因みにカッター持ってやってきたのは助手の安藤さんでした。どうも絞られたみたいで俺たち3人と松永さん以外は撃沈していた。
一通りお説教を受けた後片付けをして、その日は部屋に戻った。今日は神田君のところで久松は寝るそうで、食事だけ4人で食べると久々に二人きりの夜が訪れた。
「浪花さん、なにかいいことありました?」
「いや、大変なことならあったけど。どうして?」
深琴君はにこにこしながらちょっと小首を傾げた。
「・・・まあいいでしょう。面白いですから。僕、お風呂はいって来ます。」
なにを言いたかったのかな。まあいいか、今日も楽しかったし、幸せだし。
明日からの予習の続きと深琴君の高一の宿題を整えてやり、振り返ると・・・鮮やかな青のノースリーブの深琴くん。
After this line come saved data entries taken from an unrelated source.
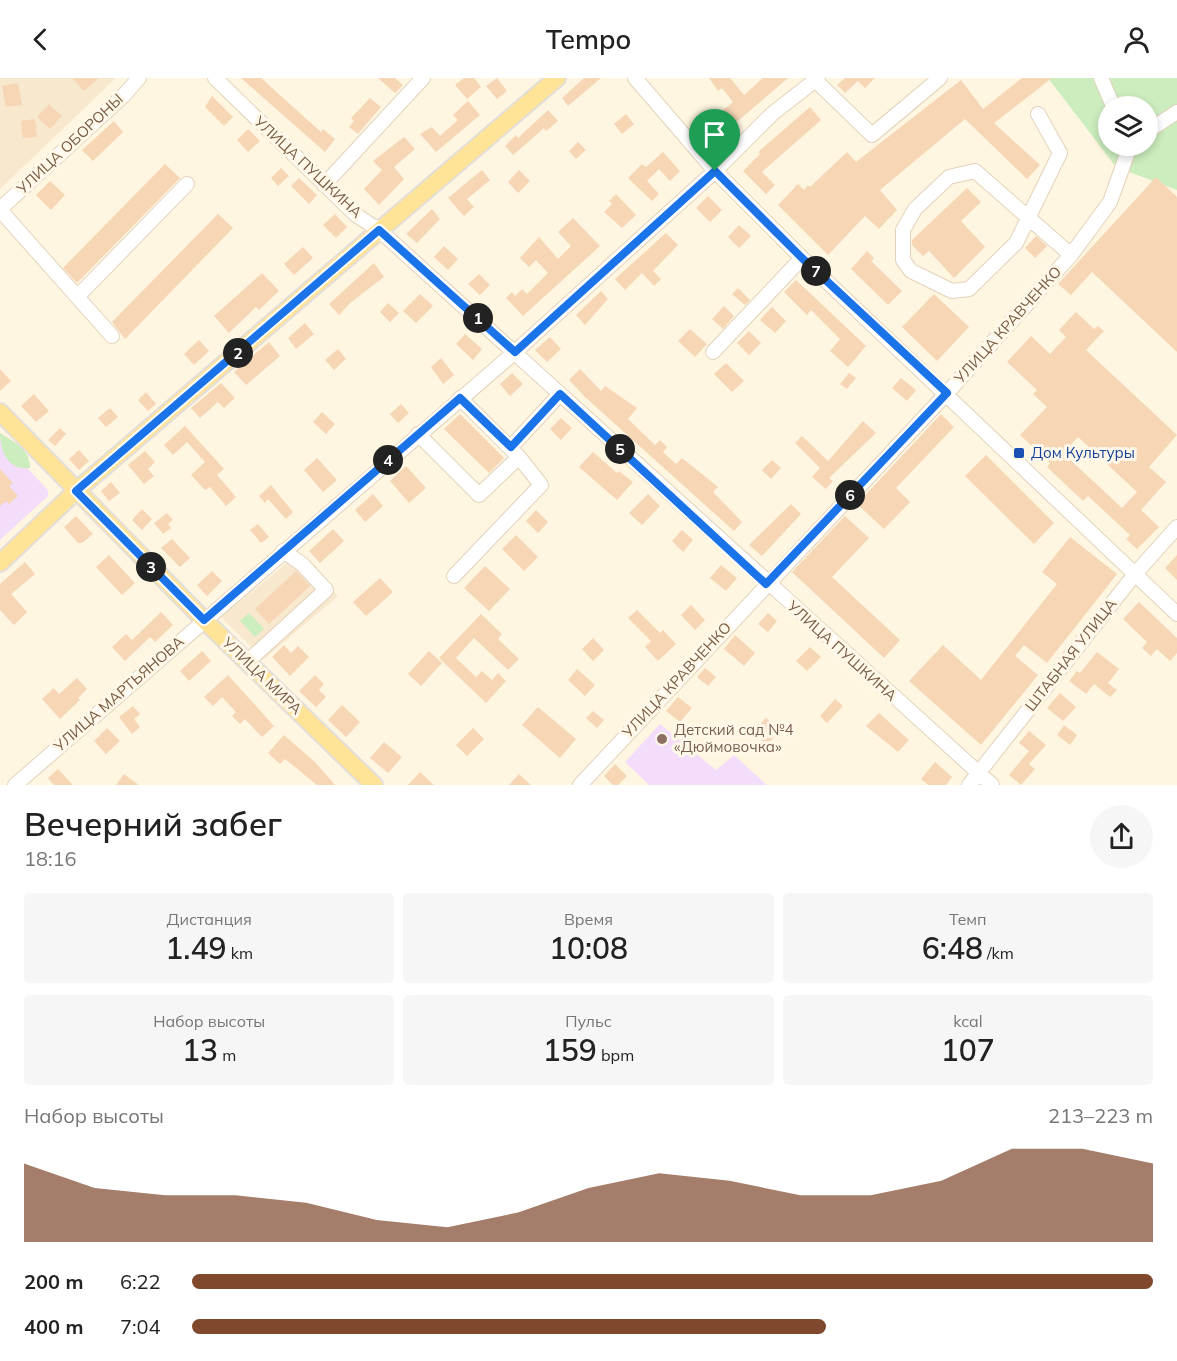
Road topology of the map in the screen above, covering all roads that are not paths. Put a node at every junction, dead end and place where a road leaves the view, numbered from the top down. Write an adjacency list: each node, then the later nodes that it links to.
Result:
1 (139, 78): 17 (street, УЛИЦА ОБОРОНЫ)
2 (215, 78): 16 (street, УЛИЦА ПУШКИНА)
3 (423, 78): 16 (street)
4 (557, 78): 19 (main road)
5 (635, 78): 14 (street)
6 (940, 78): 8 (street)
7 (1101, 78): 9 (street)
8 (816, 79): 14 (street, УЛИЦА МАРТЬЯНОВА)
9 (1109, 96)
10 (1177, 112): 12 (street)
11 (1038, 114): 18 (street)
12 (1158, 124)
13 (1125, 156): 20 (street, УЛИЦА КРАВЧЕНКО)
14 (715, 171): 21 (street); 24 (street, УЛИЦА МАРТЬЯНОВА)
15 (187, 184): 22 (street)
16 (324, 185): 19 (street, УЛИЦА ПУШКИНА)
17 (0, 210): 22 (street)
18 (1030, 218): 18 (street); 20 (street)
19 (379, 230): 24 (street, УЛИЦА ПУШКИНА); 32 (main road)
20 (1071, 255): 26 (street, УЛИЦА КРАВЧЕНКО)
21 (802, 258): 25 (street); 26 (street)
22 (77, 297): 23 (street)
23 (112, 336)
24 (515, 352): 27 (street, УЛИЦА ПУШКИНА); 28 (street, УЛИЦА МАРТЬЯНОВА)
25 (713, 352)
26 (947, 393): 36 (street); 38 (street, УЛИЦА КРАВЧЕНКО)
27 (560, 394): 31 (street); 38 (street, УЛИЦА ПУШКИНА)
28 (460, 398): 30 (street, УЛИЦА МАРТЬЯНОВА); 31 (street)
29 (0, 412): 32 (main road, УЛИЦА МИРА)
30 (418, 434): 31 (street); 34 (street, УЛИЦА МАРТЬЯНОВА)
31 (515, 452): 37 (street)
32 (76, 491): 35 (main road); 40 (main road, УЛИЦА МИРА)
33 (1177, 527): 36 (street, ШТАБНАЯ УЛИЦА)
34 (283, 551): 40 (street, УЛИЦА МАРТЬЯНОВА); 41 (street)
35 (0, 563)
36 (1135, 574): 39 (street); 42 (street, ШТАБНАЯ УЛИЦА)
37 (454, 576)
38 (766, 584): 42 (street, УЛИЦА ПУШКИНА); 45 (street, УЛИЦА КРАВЧЕНКО)
39 (1177, 614)
40 (204, 620): 41 (main road, УЛИЦА МИРА); 43 (street, УЛИЦА МАРТЬЯНОВА)
41 (247, 662): 44 (main road, УЛИЦА МИРА)
42 (978, 772): 46 (street, ШТАБНАЯ УЛИЦА); 47 (street, УЛИЦА ПУШКИНА)
43 (15, 785)
44 (374, 785)
45 (580, 785)
46 (969, 785)
47 (992, 785)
セーフとアウトのグレーゾーンだった服である。
「似合いますか?」
俯き加減に俺を下から覗くこの子の愛らしさよ。軽く抱きしめてしまうのは許してほしい。
「浪花さん、体が硬くなりました。」
「え?」
「姿勢も良くなって、人と接する時、変な力が抜けてきています。浪花さん、ちゃんと成長しているんですよ。」
「深琴君ありがとう。俺、絶対春までに卒業する。その時までに・・・いや。ね、深琴君、ちゃんと約束してほしい。俺を置いて、どこか遠くに行ったりしないって。俺も、約束するから。」
「僕、離れません。・・・本当は不安だったんです。仲間ができて、ライバルができて、僕なんか必要じゃなくなっちゃうんじゃないかって。僕は最初利用することしか考えてなかった。だけど、今はどうしても、浪花さんと一緒にいたいんです。浪花さんじゃなきゃ嫌です。」
それから指切りをして、ちょっと話してから就寝した。
広くなった室内で、引っ付いてくることはないだろう深琴君の寝息を聴きながら、俺はただ幸せを感じていた。